▶ Brief
Report all lines in the records that hold the string "Циолковского".

▶ Exercise data
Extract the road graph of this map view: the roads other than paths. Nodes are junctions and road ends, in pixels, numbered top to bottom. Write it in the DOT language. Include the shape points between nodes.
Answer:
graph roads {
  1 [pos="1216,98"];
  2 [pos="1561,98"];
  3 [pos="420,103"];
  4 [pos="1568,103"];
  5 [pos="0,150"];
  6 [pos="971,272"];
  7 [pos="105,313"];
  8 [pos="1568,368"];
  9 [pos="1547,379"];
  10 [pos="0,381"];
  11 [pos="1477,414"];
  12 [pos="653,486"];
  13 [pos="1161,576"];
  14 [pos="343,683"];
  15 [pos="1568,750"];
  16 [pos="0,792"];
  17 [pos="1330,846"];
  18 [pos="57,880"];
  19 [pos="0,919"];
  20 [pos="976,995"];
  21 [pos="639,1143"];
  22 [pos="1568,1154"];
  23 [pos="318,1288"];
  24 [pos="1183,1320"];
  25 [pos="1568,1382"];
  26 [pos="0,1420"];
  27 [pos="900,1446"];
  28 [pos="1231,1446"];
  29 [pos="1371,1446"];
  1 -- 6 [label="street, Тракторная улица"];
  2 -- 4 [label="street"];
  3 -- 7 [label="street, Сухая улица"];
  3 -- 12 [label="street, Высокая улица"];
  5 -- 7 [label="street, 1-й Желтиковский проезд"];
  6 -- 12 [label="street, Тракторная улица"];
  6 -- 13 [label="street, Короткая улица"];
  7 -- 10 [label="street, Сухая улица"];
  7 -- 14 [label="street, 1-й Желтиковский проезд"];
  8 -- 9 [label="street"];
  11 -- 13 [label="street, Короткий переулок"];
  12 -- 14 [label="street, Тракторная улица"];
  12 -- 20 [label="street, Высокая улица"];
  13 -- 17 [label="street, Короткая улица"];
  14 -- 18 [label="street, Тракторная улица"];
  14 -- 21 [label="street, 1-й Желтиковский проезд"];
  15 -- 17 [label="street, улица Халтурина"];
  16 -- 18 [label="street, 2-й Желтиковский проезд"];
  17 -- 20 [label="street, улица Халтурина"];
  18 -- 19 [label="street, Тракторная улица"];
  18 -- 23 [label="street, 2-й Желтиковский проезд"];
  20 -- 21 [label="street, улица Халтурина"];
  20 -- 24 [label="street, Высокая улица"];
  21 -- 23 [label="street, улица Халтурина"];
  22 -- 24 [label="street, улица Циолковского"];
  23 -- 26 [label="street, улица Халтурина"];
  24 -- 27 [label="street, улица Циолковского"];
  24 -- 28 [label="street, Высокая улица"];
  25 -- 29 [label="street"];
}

▶ Exercise output
  22 -- 24 [label="street, улица Циолковского"];
  24 -- 27 [label="street, улица Циолковского"];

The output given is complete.